2. Componentes Críticos da Infraestrutura Elétrica
Uma sala de servidores não pode simplesmente ser conectada na tomada convencional. O fluxo de energia precisa ser tratado, ininterrupto e redundante. Os principais pilares elétricos são:
- Dupla Alimentação (Redundância A/B): Os servidores de missão crítica contêm fontes duplas. O projeto elétrico entrega dois caminhos de energia totalmente independentes desde a subestação: a "Linha A" e a "Linha B". Se o circuito A falha, o servidor mantém seu funcionamento pleno usando a Linha B.
- UPS Online Dupla Conversão: O Nobreak (UPS) ideal recebe a energia alternada da rede, transforma em contínua para carregar as baterias, e converte de volta para alternada limpa, sem oscilações, num tempo de transferência igual a zero.
- Gerador a Diesel com QTA: A rede elétrica concessionária é suscetível a falhas. O Grupo Gerador de Emergência dimensionado corretamente, integrado a um Quadro de Transferência Automática (QTA), garante que após os primeiros segundos cobertos pelo nobreak, o motor a diesel assuma a carga indefinidamente.

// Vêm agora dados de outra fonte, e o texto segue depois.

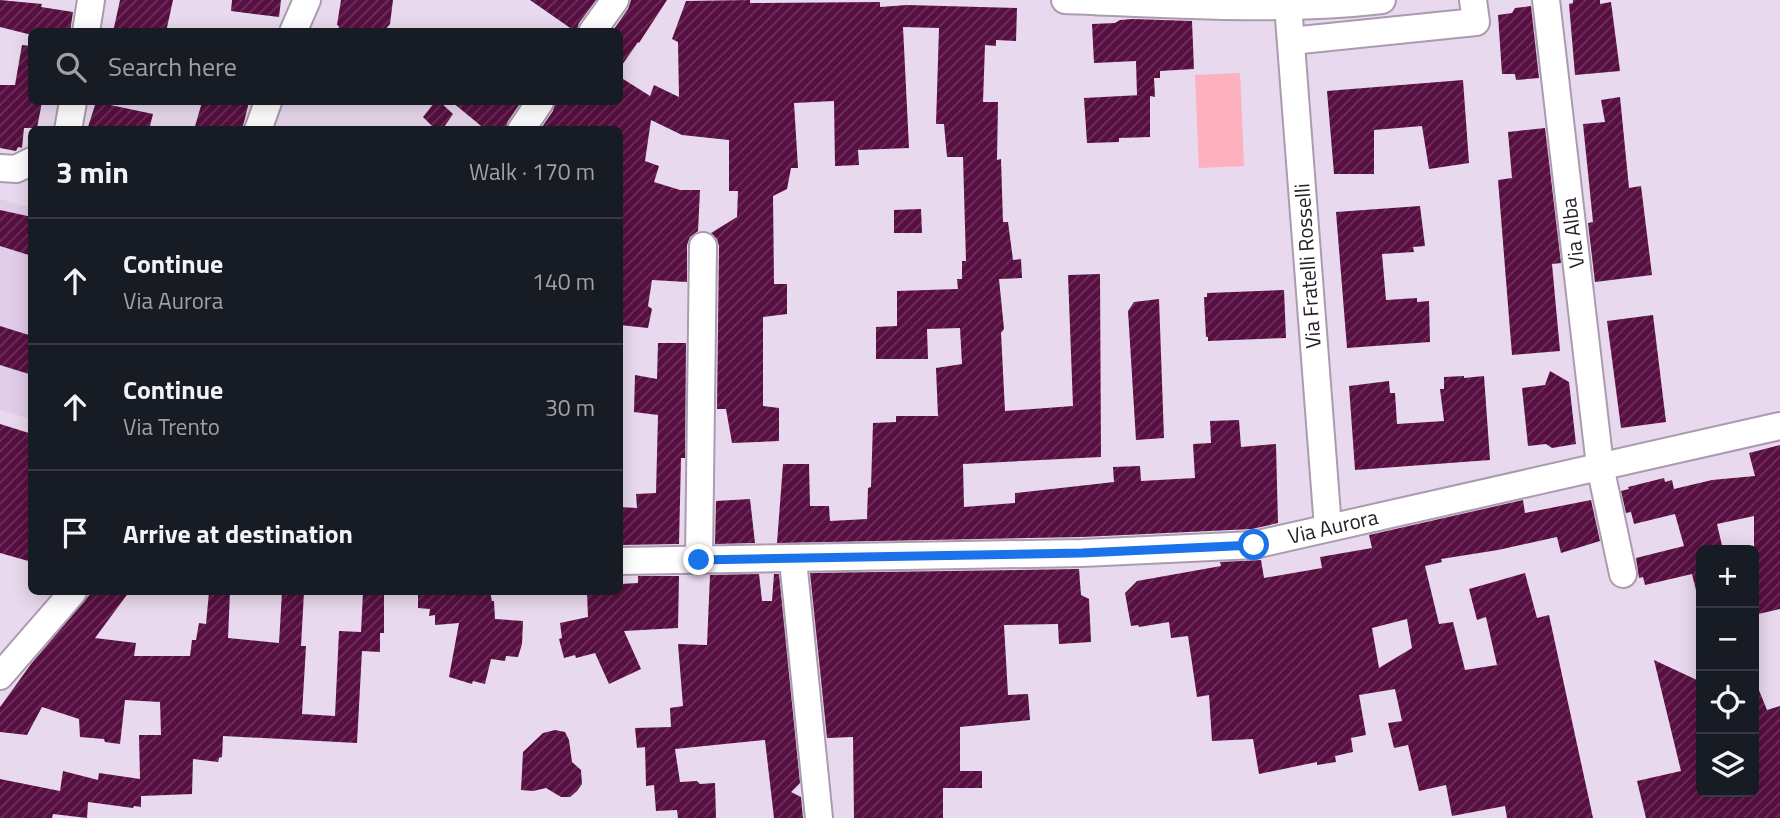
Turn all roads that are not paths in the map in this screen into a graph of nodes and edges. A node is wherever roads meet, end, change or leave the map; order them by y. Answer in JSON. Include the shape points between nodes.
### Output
{"nodes":[{"id":1,"x":307,"y":0,"type":"edge"},
{"id":2,"x":615,"y":0,"type":"edge"},
{"id":3,"x":1065,"y":0,"type":"edge"},
{"id":4,"x":1382,"y":0,"type":"edge"},
{"id":5,"x":1474,"y":0,"type":"edge"},
{"id":6,"x":1546,"y":0,"type":"edge"},
{"id":7,"x":84,"y":1,"type":"edge"},
{"id":8,"x":1288,"y":5,"type":"junction"},
{"id":9,"x":86,"y":28,"type":"edge"},
{"id":10,"x":295,"y":28,"type":"edge"},
{"id":11,"x":595,"y":28,"type":"edge"},
{"id":12,"x":1291,"y":41,"type":"junction"},
{"id":13,"x":72,"y":105,"type":"edge"},
{"id":14,"x":267,"y":105,"type":"edge"},
{"id":15,"x":538,"y":105,"type":"edge"},
{"id":16,"x":69,"y":126,"type":"edge"},
{"id":17,"x":259,"y":126,"type":"edge"},
{"id":18,"x":524,"y":126,"type":"edge"},
{"id":19,"x":28,"y":163,"type":"edge"},
{"id":20,"x":0,"y":168,"type":"edge"},
{"id":21,"x":703,"y":246,"type":"dead end"},
{"id":22,"x":1780,"y":426,"type":"edge"},
{"id":23,"x":1600,"y":466,"type":"junction"},
{"id":24,"x":1328,"y":528,"type":"junction"},
{"id":25,"x":699,"y":560,"type":"junction"},
{"id":26,"x":793,"y":560,"type":"junction"},
{"id":27,"x":623,"y":561,"type":"edge"},
{"id":28,"x":1623,"y":574,"type":"dead end"},
{"id":29,"x":70,"y":595,"type":"edge"},
{"id":30,"x":0,"y":677,"type":"edge"},
{"id":31,"x":819,"y":818,"type":"edge"}],
"edges":[{"from":1,"to":10,"type":"street"},
{"from":2,"to":11,"type":"street"},
{"from":3,"to":8,"type":"street"},
{"from":4,"to":8,"type":"street"},
{"from":5,"to":12,"type":"street","via":[[1476,22]]},
{"from":6,"to":23,"type":"street","name":"Via Alba"},
{"from":7,"to":9,"type":"street"},
{"from":8,"to":12,"type":"street","name":"Via Fratelli Rosselli"},
{"from":12,"to":24,"type":"street","name":"Via Fratelli Rosselli"},
{"from":13,"to":16,"type":"street"},
{"from":14,"to":17,"type":"street"},
{"from":15,"to":18,"type":"street"},
{"from":19,"to":20,"type":"street","via":[[16,169]]},
{"from":21,"to":25,"type":"street"},
{"from":22,"to":23,"type":"street","name":"Via Aurora"},
{"from":23,"to":24,"type":"street","name":"Via Aurora"},
{"from":23,"to":28,"type":"street","name":"Via Alba"},
{"from":24,"to":26,"type":"street","name":"Via Aurora","via":[[1220,548]]},
{"from":25,"to":26,"type":"street","name":"Via Aurora"},
{"from":25,"to":27,"type":"street","name":"Via Aurora"},
{"from":26,"to":31,"type":"street"},
{"from":29,"to":30,"type":"street"}]}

- PDU (Power Distribution Unit) Redundante: As réguas de tomadas nos racks não são meras extensões; são PDUs inteligentes e monitoráveis (via SNMP/Modbus) que controlam a carga por porta, emitindo alertas térmicos e de consumo para o painel NOC.

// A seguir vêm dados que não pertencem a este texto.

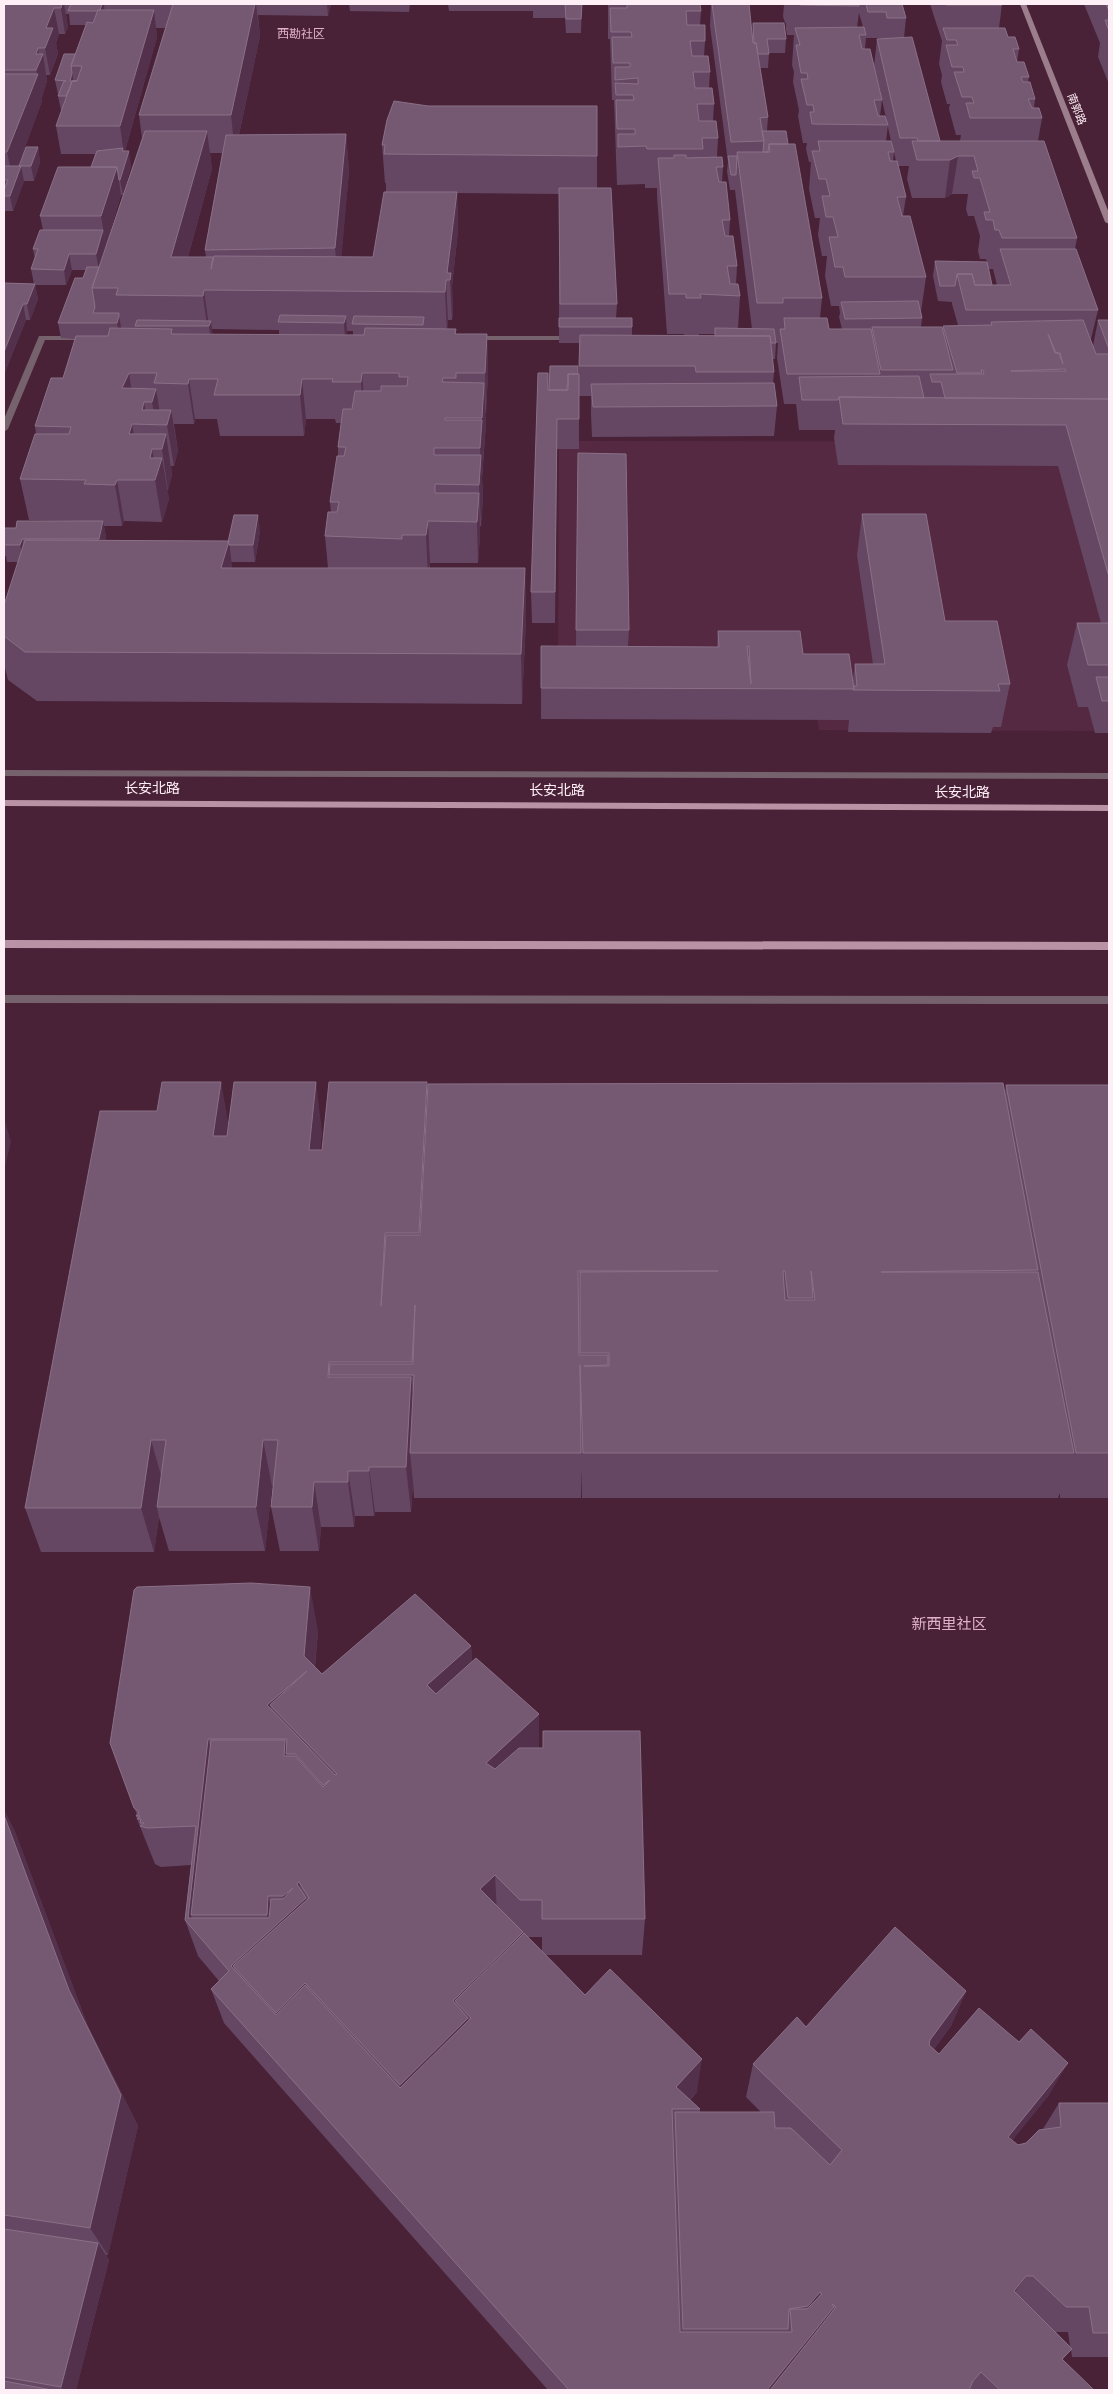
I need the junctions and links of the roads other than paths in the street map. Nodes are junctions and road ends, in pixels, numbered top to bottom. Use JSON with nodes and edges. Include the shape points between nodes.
{"nodes":[{"id":1,"x":1024,"y":4,"type":"edge"},
{"id":2,"x":1109,"y":222,"type":"edge"},
{"id":3,"x":82,"y":338,"type":"edge"},
{"id":4,"x":458,"y":338,"type":"edge"},
{"id":5,"x":587,"y":338,"type":"edge"},
{"id":6,"x":4,"y":429,"type":"edge"},
{"id":7,"x":4,"y":772,"type":"edge"},
{"id":8,"x":1109,"y":776,"type":"edge"},
{"id":9,"x":4,"y":803,"type":"edge"},
{"id":10,"x":1109,"y":808,"type":"edge"},
{"id":11,"x":4,"y":944,"type":"edge"},
{"id":12,"x":1109,"y":946,"type":"edge"},
{"id":13,"x":4,"y":999,"type":"edge"},
{"id":14,"x":1109,"y":1000,"type":"edge"}],
"edges":[{"from":1,"to":2,"type":"street","name":"南郭路"},
{"from":3,"to":6,"type":"street","via":[[42,338]]},
{"from":4,"to":5,"type":"street"},
{"from":7,"to":8,"type":"street"},
{"from":9,"to":10,"type":"main road","name":"长安北路"},
{"from":11,"to":12,"type":"main road"},
{"from":13,"to":14,"type":"street"}]}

- Aterramento Dedicado e SPDA: A sensibilidade do hardware de TI demanda aterramento de baixa impedância e proteção contra surtos (DPS) extremamente bem projetada para evitar queima de switches, roteadores e servidores caríssimos.
3. Classificação Tier: A Escala da Confiabilidade
O Uptime Institute classifica os data centers em "Tiers" que definem o nível de redundância e disponibilidade. Quanto maior o Tier, mais complexa e custosa é a infraestrutura:
| Tier | Disponibilidade | Infraestrutura e Redundância | Custo Estimado |
|---|---|---|---|
| Tier I | 99,671% | Caminho único para energia e refrigeração. Sem redundância (N). Apenas UPS e gerador básicos. Manutenção exige desligamento. | R$ 500 mil a R$ 2 milhões |
| Tier II | 99,741% | Componentes redundantes (N+1), mas ainda caminho único de distribuição. Manutenção de equipamentos pode ocorrer sem desligar a carga total. | R$ 2 milhões a R$ 5 milhões |
| Tier III | 99,982% | Múltiplos caminhos de energia (A/B), um ativo e um reserva. Manutenção Concorrente: qualquer componente pode ser removido sem parar o data center. | R$ 5 milhões a R$ 15 milhões |
| Tier IV | 99,995% | Tolerante a Falhas. Caminhos duplos ativos, redundância 2N+1, resposta autônoma a falhas severas sem impactar o serviço. | R$ 20 milhões a 50+ milhões |
Escolha Inteligente: Nem toda empresa precisa de um Tier IV. O Tier III é frequentemente o "ponto ótimo" para grandes corporações, combinando manutenção sem downtime e custos mais viáveis, enquanto pequenas salas de servidores rodam perfeitamente em arquiteturas Tier II modernizadas.
4. A Explosão de Carga: Dos 50 kW aos Hyperscales
A potência consumida por um Data Center aumentou exponencialmente com a virtualização, o uso de GPUs para inteligência artificial e o adensamento de servidores (racks de alta densidade). Uma pequena sala de telecom (edge data center) costuma orbitar os 50 kW a 200 kW. Já os Data Centers Corporativos ou os gigantes "Hyperscale" (Google, AWS, Azure) operam com demandas de mais de 10 Megawatts a até 100 MW.
Toda essa energia vira calor, e precisa ser resfriada. É aí que entra a métrica PUE (Power Usage Effectiveness):
- O cálculo é: (Energia Total Consumida pelo Data Center) ÷ (Energia Consumida apenas pelo equipamento de TI).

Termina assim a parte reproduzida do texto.